• [Saved entries]:
※ ※ ※
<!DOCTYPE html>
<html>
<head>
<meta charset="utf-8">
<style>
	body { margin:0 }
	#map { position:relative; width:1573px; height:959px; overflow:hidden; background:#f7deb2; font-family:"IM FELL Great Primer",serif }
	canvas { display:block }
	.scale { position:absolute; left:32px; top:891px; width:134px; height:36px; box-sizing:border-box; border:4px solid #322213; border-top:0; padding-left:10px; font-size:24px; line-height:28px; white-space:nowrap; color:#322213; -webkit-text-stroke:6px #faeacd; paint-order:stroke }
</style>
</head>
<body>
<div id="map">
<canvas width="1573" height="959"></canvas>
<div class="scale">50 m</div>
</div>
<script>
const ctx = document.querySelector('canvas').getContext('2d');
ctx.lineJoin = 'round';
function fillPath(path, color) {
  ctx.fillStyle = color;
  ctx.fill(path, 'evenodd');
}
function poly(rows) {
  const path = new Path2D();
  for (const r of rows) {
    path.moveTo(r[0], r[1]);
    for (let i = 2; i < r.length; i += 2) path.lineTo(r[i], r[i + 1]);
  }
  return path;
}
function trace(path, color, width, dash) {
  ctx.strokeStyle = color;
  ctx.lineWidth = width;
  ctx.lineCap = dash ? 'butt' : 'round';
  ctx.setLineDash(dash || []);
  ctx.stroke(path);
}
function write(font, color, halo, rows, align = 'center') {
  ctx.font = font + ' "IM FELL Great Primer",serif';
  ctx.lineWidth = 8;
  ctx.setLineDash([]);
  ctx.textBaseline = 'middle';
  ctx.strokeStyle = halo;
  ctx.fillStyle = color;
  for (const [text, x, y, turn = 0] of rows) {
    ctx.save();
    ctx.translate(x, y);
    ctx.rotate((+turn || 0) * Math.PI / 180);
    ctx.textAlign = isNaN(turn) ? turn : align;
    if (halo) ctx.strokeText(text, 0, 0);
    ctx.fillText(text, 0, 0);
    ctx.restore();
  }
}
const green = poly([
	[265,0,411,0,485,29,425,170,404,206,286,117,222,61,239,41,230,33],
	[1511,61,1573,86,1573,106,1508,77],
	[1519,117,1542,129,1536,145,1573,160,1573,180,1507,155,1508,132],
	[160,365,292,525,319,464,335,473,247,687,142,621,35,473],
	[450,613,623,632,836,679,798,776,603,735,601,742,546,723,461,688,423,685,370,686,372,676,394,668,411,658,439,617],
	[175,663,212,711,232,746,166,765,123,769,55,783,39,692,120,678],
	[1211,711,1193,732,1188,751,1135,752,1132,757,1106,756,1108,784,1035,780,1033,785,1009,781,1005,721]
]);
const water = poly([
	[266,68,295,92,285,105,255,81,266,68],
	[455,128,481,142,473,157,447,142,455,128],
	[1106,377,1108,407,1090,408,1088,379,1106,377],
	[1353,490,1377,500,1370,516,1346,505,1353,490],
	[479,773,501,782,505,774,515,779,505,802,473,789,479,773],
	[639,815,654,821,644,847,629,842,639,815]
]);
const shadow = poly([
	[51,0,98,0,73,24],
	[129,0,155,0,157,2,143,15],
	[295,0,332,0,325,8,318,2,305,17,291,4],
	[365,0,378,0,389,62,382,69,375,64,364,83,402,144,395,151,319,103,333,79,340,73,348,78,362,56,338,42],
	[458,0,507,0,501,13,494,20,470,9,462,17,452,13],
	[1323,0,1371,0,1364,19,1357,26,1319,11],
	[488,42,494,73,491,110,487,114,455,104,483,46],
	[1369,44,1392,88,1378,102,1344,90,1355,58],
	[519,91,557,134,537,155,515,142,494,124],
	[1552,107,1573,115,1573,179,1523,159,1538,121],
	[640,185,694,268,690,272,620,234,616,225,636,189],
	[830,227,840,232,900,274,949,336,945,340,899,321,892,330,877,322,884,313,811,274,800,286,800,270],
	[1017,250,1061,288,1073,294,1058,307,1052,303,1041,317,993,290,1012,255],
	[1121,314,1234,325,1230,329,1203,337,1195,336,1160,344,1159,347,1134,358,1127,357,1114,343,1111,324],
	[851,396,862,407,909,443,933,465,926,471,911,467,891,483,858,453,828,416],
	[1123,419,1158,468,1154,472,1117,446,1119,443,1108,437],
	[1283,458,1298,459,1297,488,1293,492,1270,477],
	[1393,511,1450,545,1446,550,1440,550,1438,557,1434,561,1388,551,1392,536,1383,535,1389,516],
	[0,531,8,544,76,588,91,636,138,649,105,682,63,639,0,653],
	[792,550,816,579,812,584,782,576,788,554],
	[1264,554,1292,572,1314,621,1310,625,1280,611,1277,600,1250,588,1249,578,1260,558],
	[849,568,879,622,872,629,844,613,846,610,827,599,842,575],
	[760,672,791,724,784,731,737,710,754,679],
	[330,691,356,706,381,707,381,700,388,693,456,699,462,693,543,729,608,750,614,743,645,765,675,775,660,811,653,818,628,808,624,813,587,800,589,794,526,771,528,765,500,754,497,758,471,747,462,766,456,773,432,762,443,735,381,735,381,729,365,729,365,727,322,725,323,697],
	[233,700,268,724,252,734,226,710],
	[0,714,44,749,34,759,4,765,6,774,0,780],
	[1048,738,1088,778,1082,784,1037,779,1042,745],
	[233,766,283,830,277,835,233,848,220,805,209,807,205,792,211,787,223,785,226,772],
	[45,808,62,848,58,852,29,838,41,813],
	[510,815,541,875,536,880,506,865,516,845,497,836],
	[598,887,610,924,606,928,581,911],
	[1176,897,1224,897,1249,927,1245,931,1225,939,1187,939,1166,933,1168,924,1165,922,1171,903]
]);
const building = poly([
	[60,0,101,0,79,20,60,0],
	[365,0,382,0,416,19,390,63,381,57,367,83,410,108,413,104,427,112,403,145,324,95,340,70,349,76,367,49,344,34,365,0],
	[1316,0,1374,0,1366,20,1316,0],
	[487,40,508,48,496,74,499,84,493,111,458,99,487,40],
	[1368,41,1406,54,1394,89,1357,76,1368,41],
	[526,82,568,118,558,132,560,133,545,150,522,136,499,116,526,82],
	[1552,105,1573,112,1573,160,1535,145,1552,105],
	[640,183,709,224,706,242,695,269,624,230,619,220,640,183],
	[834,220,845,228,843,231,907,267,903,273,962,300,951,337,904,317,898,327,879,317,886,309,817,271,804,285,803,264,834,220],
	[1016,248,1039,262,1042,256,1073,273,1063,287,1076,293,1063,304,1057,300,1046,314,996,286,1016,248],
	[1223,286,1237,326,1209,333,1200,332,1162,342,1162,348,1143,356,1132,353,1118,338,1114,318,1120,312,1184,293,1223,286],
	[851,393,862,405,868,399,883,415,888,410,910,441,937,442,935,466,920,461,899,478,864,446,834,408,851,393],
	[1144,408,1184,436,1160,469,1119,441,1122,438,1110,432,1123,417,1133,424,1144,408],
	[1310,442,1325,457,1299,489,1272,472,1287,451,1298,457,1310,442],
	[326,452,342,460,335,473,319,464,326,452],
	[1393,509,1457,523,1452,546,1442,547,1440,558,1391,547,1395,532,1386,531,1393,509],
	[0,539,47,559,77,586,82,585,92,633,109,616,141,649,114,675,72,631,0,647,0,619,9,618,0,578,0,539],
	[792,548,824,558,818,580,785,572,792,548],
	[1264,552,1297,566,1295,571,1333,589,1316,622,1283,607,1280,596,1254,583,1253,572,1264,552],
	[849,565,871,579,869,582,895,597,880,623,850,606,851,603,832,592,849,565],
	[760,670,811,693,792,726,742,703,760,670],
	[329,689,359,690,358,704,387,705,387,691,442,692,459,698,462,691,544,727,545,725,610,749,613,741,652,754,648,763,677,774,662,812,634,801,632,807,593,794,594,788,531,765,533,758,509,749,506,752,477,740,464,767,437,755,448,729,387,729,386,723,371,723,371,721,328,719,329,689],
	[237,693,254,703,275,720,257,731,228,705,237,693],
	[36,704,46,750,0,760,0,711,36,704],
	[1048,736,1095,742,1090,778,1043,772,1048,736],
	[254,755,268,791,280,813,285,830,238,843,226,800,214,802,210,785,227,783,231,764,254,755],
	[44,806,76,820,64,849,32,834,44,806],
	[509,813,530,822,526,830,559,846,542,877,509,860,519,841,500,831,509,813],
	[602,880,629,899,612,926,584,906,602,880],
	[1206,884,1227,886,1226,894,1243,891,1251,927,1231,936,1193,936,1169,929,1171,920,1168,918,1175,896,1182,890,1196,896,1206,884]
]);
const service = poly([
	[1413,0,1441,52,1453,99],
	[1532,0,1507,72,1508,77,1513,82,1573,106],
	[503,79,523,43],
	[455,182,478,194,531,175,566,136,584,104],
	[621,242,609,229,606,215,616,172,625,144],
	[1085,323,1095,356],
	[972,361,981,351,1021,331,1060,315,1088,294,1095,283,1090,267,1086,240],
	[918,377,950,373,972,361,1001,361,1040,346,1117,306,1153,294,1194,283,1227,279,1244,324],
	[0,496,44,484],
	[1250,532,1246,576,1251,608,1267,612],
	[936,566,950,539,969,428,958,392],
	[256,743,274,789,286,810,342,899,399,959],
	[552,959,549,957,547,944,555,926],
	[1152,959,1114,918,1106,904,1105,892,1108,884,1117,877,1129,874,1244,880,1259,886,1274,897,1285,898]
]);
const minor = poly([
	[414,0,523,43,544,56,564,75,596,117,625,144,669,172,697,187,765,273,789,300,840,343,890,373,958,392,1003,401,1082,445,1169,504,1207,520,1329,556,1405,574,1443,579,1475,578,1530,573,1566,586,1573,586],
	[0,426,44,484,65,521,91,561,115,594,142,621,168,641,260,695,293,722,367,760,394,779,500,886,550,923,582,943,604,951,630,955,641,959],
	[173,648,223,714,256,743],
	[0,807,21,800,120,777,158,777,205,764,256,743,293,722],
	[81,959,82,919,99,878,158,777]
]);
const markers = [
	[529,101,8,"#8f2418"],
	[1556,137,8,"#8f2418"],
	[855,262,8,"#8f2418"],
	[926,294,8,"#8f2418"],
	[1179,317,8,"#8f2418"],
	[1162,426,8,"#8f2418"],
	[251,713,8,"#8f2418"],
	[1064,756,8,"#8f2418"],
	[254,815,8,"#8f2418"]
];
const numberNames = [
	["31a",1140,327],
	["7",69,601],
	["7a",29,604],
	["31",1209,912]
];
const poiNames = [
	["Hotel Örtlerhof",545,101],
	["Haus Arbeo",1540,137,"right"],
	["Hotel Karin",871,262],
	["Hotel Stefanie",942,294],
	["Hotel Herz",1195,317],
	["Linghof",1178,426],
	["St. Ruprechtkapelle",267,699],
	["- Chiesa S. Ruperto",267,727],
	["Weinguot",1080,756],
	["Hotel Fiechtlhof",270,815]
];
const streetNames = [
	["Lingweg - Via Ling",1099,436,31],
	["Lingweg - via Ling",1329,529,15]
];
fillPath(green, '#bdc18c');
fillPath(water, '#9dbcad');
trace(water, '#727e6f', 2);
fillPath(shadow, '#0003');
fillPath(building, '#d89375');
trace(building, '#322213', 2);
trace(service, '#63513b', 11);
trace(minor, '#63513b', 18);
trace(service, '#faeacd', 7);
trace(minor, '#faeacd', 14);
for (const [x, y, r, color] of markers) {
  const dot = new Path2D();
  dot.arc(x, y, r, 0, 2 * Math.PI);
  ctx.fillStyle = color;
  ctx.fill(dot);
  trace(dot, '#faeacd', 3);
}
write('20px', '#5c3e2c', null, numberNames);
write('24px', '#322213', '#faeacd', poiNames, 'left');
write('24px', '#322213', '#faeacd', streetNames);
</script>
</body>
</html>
※ ※ ※
Within the entries above, how many lines include the word "rows"? Respond with the number only.

• [EXERCISE SOLUTION]:
4